Inflation predicts a primordial gravitational wave spectrum that is slightly ``red,'' i.e., nearly scale-invariant with slowly increasing power at longer wavelengths. In this paper, we compute both the amplitude and spectral form of the primordial tensor spectrum predicted by cyclic/ekpyrotic models. The spectrum is blue and exponentially suppressed compared to inflation on long wavelengths. The strongest observational constraint emerges from the requirement that the energy density in gravitational waves should not exceed around 10 per cent of the energy density at the time of nucleosynthesis.

Figures (3)

• Figure 1: Schematic of cyclic potential with numbers representing the stages described in the text. To the left of $\phi_{end}$, where the scalar kinetic energy dominates, we approximate $V$ with a Heaviside function, jumping to zero as shown by the dashed line.
• Figure 2: A schematic comparison of the dimensionless strain observed today $\Delta h(k,\tau_{0})$, as predicted by inflation and the cyclic model. Here $n_{T}$ is the inflationary tensor spectral index (a small negative number), and $\alpha\ll 1$ in the cyclic model is a small positive number. $k_{r}$ denotes the mode on the horizon at the start of radiation domination.

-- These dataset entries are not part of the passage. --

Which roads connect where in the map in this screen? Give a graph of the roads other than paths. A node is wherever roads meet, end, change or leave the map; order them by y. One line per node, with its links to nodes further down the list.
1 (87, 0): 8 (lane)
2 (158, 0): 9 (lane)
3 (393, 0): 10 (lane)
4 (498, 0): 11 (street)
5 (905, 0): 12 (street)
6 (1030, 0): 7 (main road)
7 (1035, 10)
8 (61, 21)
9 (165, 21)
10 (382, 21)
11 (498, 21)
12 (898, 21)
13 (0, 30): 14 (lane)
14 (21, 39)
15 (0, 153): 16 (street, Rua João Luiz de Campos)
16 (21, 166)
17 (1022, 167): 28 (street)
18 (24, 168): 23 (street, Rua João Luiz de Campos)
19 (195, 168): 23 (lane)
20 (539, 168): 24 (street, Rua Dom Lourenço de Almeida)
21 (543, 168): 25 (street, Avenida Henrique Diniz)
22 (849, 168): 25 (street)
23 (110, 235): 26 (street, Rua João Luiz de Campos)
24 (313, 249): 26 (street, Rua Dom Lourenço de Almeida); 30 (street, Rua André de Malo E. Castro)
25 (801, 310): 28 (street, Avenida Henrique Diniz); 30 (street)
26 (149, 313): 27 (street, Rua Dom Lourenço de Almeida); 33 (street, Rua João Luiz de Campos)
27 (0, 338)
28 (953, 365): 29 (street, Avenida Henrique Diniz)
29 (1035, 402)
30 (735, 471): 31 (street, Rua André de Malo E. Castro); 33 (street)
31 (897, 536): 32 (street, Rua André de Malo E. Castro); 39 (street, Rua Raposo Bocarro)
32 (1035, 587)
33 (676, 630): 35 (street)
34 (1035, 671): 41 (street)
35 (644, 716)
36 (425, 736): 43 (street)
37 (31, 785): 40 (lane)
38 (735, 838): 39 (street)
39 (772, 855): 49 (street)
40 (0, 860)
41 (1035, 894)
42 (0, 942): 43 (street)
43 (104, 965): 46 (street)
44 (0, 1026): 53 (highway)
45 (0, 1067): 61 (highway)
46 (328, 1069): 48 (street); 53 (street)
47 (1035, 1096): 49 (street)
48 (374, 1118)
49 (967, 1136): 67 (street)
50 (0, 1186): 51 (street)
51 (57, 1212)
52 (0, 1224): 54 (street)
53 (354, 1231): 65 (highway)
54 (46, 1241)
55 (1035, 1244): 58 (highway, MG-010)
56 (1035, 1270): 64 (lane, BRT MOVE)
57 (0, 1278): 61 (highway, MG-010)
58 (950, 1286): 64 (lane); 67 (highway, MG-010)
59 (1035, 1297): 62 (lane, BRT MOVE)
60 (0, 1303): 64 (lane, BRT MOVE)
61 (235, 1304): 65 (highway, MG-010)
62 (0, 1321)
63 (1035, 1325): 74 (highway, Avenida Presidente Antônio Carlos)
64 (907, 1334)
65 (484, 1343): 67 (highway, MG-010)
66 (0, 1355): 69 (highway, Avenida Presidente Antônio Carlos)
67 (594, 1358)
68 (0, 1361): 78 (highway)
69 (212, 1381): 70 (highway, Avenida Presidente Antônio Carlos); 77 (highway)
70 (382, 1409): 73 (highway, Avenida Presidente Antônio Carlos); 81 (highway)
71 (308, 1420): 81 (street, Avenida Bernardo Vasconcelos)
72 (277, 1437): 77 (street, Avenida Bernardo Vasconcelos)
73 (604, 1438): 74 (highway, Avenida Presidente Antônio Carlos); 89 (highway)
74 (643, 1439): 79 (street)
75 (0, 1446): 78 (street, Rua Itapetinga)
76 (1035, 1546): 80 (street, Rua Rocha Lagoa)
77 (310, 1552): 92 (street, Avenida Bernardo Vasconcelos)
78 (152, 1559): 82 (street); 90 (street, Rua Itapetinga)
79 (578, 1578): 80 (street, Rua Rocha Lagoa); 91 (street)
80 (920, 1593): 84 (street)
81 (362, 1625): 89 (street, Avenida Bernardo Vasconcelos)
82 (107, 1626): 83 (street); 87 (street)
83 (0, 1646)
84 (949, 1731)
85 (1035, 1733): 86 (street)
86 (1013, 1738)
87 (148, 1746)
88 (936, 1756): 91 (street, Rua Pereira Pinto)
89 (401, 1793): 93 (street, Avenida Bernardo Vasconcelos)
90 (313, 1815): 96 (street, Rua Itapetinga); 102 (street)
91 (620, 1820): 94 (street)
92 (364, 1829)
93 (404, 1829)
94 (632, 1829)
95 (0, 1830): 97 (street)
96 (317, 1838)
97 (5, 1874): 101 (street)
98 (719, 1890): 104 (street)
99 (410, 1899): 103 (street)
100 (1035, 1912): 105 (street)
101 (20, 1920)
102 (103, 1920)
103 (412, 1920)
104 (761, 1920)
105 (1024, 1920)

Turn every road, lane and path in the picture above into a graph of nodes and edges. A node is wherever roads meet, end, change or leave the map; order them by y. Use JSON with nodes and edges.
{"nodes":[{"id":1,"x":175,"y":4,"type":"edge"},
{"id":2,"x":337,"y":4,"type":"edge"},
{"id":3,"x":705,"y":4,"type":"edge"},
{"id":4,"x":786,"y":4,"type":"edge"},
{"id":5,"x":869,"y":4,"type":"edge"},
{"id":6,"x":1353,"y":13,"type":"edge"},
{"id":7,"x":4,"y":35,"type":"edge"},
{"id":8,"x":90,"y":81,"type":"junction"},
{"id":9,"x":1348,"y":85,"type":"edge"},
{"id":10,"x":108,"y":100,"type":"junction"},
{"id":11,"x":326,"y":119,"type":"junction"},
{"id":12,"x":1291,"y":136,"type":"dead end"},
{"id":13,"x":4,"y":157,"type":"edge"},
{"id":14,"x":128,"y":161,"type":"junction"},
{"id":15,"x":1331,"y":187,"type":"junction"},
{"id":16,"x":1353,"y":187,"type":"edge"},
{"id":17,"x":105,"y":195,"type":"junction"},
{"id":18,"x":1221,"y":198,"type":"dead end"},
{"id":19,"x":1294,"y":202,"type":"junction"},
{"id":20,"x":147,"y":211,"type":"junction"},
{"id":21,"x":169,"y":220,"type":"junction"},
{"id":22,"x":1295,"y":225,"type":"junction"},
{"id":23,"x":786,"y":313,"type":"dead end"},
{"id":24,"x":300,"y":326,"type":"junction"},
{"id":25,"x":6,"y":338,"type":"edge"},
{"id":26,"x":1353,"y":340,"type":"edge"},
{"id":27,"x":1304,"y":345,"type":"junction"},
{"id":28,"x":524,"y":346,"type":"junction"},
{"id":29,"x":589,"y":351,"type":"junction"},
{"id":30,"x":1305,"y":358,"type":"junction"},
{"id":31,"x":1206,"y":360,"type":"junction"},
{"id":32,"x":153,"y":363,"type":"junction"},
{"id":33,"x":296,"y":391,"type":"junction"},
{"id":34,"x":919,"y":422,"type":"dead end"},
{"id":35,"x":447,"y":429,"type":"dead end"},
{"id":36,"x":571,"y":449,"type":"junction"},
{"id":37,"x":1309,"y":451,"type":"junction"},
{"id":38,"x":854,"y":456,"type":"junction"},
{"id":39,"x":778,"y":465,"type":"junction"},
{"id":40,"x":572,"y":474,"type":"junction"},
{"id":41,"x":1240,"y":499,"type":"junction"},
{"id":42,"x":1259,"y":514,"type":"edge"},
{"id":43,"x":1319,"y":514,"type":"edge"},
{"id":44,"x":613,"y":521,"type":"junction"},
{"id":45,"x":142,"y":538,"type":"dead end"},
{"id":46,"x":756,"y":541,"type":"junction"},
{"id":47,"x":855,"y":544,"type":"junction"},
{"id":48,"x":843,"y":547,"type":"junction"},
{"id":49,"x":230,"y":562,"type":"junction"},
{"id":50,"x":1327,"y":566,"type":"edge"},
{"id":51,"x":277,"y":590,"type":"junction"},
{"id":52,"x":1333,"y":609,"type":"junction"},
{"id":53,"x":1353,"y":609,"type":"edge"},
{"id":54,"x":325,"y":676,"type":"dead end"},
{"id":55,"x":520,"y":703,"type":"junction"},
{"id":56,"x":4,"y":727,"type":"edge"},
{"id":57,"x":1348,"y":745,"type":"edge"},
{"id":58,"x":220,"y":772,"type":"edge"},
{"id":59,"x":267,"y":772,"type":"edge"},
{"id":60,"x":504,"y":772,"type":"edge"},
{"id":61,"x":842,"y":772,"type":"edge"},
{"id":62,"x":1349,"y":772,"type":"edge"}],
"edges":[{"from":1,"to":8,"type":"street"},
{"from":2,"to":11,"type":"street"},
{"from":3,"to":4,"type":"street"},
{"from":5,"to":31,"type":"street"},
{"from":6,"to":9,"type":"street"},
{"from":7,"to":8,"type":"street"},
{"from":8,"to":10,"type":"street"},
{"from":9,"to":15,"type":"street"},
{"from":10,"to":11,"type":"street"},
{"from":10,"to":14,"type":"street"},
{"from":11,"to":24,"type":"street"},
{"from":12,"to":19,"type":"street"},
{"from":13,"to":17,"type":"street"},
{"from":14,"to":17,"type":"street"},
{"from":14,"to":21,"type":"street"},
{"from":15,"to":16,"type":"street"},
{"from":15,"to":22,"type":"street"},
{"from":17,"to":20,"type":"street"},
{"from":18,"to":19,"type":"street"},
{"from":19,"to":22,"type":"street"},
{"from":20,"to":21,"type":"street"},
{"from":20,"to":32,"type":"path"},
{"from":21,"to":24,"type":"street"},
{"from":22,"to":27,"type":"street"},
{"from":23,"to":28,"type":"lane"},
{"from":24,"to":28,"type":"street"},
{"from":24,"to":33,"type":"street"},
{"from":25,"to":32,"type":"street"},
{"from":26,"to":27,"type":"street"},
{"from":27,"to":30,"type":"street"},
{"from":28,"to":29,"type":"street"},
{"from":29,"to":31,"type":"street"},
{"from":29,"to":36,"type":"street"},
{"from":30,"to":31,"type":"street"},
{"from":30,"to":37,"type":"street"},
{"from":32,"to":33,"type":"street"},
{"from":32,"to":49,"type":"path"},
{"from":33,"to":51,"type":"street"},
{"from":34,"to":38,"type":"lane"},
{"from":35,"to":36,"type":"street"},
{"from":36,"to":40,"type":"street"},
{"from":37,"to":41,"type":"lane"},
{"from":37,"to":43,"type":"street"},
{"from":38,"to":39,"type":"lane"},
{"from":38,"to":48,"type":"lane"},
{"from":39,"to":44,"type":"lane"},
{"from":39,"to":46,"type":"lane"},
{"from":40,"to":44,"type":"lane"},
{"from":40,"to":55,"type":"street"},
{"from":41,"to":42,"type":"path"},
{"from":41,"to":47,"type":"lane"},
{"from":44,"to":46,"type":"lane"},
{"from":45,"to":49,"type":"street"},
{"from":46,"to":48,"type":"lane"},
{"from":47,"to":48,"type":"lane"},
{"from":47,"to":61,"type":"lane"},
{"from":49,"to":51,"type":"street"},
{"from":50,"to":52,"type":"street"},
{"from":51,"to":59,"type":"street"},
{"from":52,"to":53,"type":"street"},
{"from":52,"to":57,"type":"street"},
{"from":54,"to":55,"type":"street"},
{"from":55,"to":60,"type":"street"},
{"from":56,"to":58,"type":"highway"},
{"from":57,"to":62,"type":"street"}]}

• Figure 3: The present-day dimensionless strain, $\Delta h(k,\tau_{0})$, predicted by the cyclic model with $T_{r}= 10^{7}$ GeV and $V_{end}^{1/4} = 10^{14}$ GeV. These parameters yield a gravity wave density four orders of magnitude below the BBN bound. Some observational bounds and (optimistic) future strain sensitivities are indicated. The dashed arrows mean the empirical bounds lie well above range of $\Delta h$ displayed here.